E, além disso, para aumentar o amor a Deus, o segundo ponto que coloca Santo Tomás de Aquino é ter uma firme paciência nas contrariedades. Quando suportamos coisas difíceis por aquele a quem amamos, o amor não é destruído, mas só aumenta. Como diz o Cântico dos Cânticos (8, 7), lembra Santo Tomás: “As muitas águas não poderiam extinguir o amor”. Por isso os santos que suportaram contrariedades em nome de Deus foram os que mais se firmaram e cresceram no amor a Ele. A paciência, o carregar a cruz por amor a Jesus Cristo, é o caminho da santificação.
Então, vamos resumir o que falamos, para que você possa realmente tirar fruto da meditação deste Evangelho. Primeiro: amar a Deus de todo o coração é amar a Deus como finalidade; portanto, por trás de todas as coisas que amamos, deve estar Deus como fim último. Deus tem de ser a razão pela qual amamos todas as coisas.
Uma vez que entendemos o mandamento, como vamos fazer para, primeiro, adquirir o amor e, depois, fazer com que ele cresça? Como faremos para adquirir e acender a chama do amor de Deus em nosso coração e, segundo, fazer com que essa chama cresça e incendeie tudo?
Para fazer com que o amor apareça, são duas coisas: ouvir a Palavra e meditar sobre os benefícios de Deus. Essas são duas coisas: i) ouvir a Palavra e ii) meditar sobre os benefícios de Deus.
Depois, uma vez que já temos esse amor, para que ele cresça, precisamos fazer duas coisas: i) desapegar-nos daquilo que é idolátrico, que toma o lugar de Deus, mesmo que sejam coisas honestas, mas que estão ali atrapalhando — temos de entregar tudo isso a Deus; ii) e ter paciência nas adversidades. Essas são as duas coisas para aumentar a caridade: o desapego e a paciência.

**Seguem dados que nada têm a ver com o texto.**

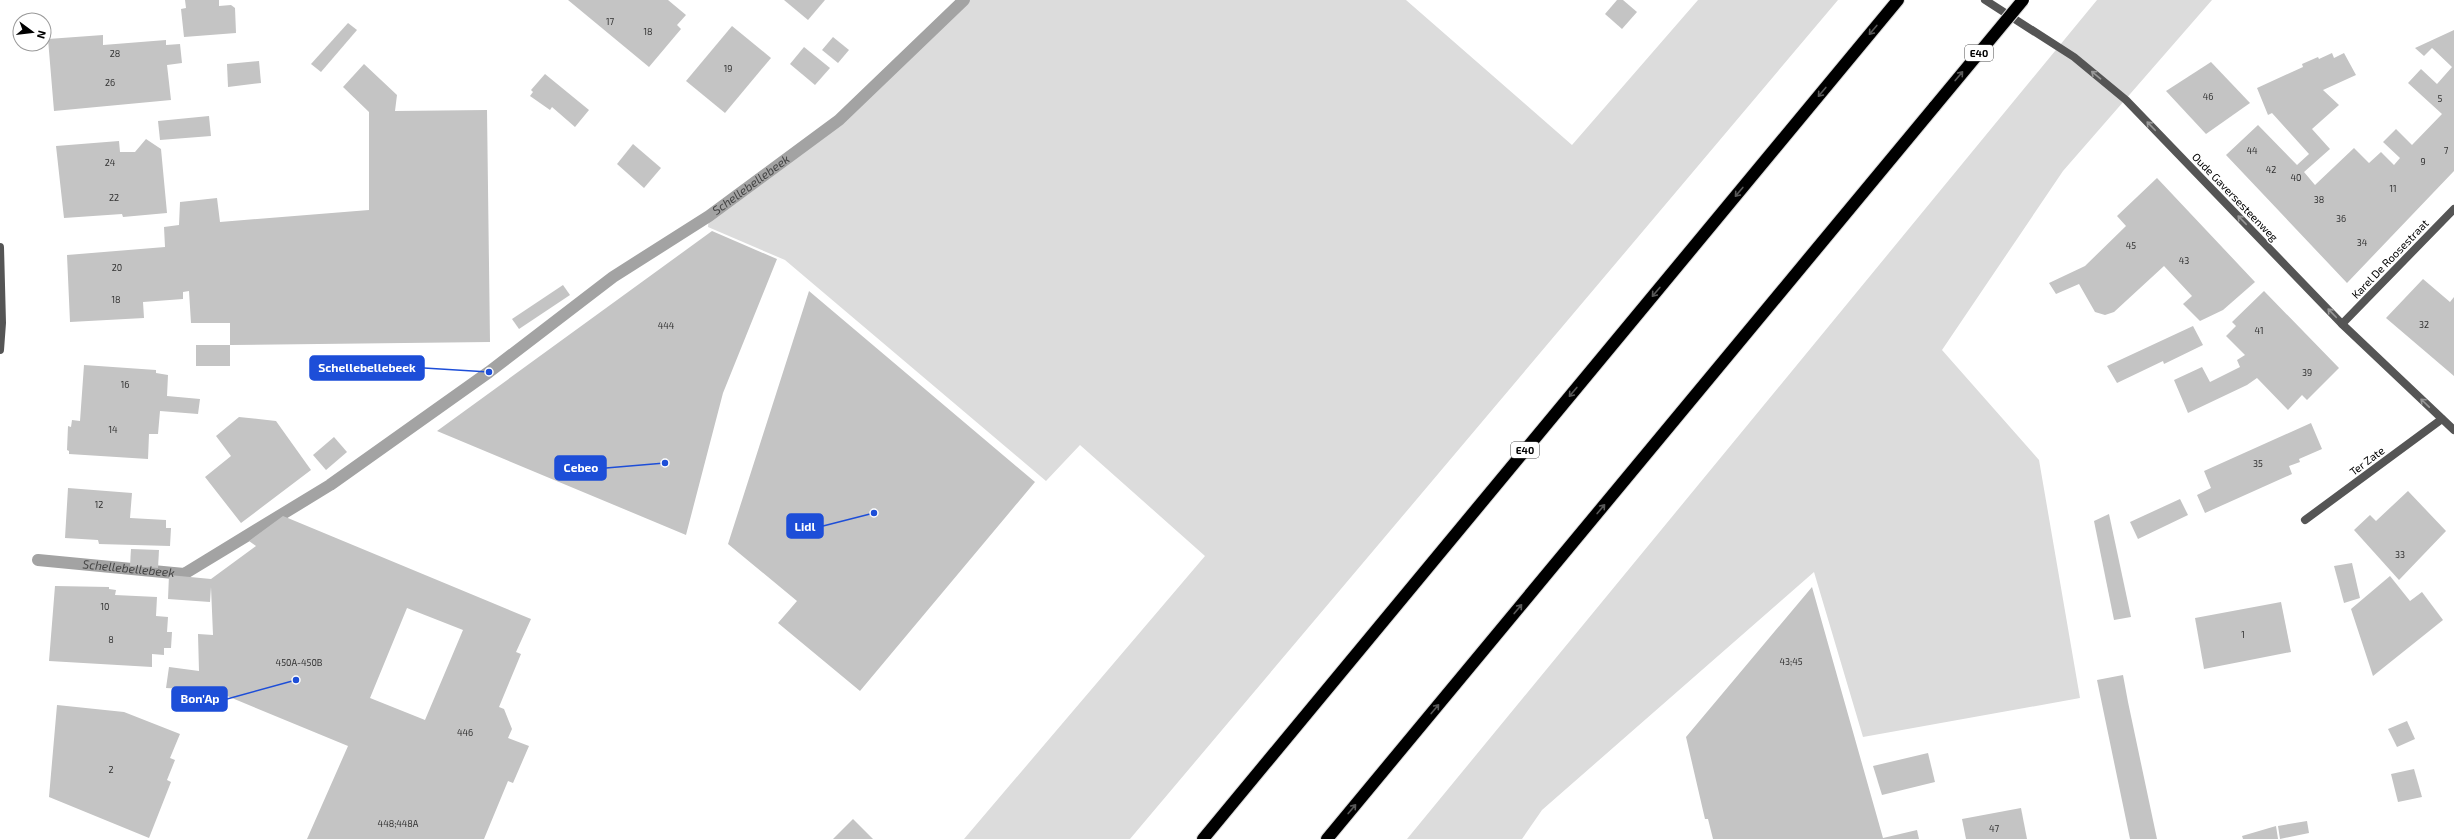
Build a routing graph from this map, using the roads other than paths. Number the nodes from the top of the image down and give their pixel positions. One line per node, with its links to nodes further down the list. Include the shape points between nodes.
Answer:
1 (1898, 0): 11 (highway, E40, one-way to 11)
2 (1985, 0): 6 (street, Oude Gaversesteenweg, one-way to 2, via 2126,100 2074,57)
3 (2023, 0): 12 (highway, E40, one-way to 3, bridge)
4 (2454, 209): 6 (street, Karel De Roosestraat)
5 (0, 247): 7 (street)
6 (2342, 324): 8 (street, Oude Gaversesteenweg, one-way to 6)
7 (0, 350)
8 (2442, 419): 9 (street, Oude Gaversesteenweg); 10 (street, Ter Zate)
9 (2454, 430)
10 (2305, 520)
11 (1203, 839)
12 (1327, 839)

Portanto, essa é a grande lição de Santo Tomás nesse Evangelho. Que ela verdadeiramente nos ajude a ter um crescimento no amor, nesse amor generoso que Deus espera de nós, um amor ardente que estava no coração de todos os santos e que é a marca essencial do cristão.
Lembre-se sempre: O amor não distingue, abraça!
Distinguir para classificar entre o que se ama e o que se despreza, é uma grande tentação que atravessa a história. Distingue-se entre homens e mulheres, bons e maus, ricos e pobres, amigos e inimigos, numa lista que não termina, carregada de efeitos secundários. O amor não distingue. O amor não tem efeitos secundários. O amor abraça e aproxima. Conhecido pelo amor nada é estranho, ninguém é diferente, todos são amáveis. Aproximar no amor para abraçar e transformar em amigos os que se têm por inimigos. O milagre do amor a Deus transforma em amáveis todos e tudo o que pertence a Deus.